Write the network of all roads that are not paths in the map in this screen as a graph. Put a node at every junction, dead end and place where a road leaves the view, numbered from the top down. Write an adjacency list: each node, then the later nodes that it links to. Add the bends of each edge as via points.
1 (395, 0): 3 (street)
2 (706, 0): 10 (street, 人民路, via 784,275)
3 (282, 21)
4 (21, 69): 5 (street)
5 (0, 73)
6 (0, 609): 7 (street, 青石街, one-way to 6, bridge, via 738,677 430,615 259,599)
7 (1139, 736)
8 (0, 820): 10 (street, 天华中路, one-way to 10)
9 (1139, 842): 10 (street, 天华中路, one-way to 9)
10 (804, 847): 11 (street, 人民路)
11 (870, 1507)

WHAT IS EXPECTED: Copy each line of the material exactly as shown.

OUTPUT FOR THIS TASK:
Write the network of all roads that are not paths in the map in this screen as a graph. Put a node at every junction, dead end and place where a road leaves the view, numbered from the top down. Write an adjacency list: each node, then the later nodes that it links to. Add the bends of each edge as via points.
1 (395, 0): 3 (street)
2 (706, 0): 10 (street, 人民路, via 784,275)
3 (282, 21)
4 (21, 69): 5 (street)
5 (0, 73)
6 (0, 609): 7 (street, 青石街, one-way to 6, bridge, via 738,677 430,615 259,599)
7 (1139, 736)
8 (0, 820): 10 (street, 天华中路, one-way to 10)
9 (1139, 842): 10 (street, 天华中路, one-way to 9)
10 (804, 847): 11 (street, 人民路)
11 (870, 1507)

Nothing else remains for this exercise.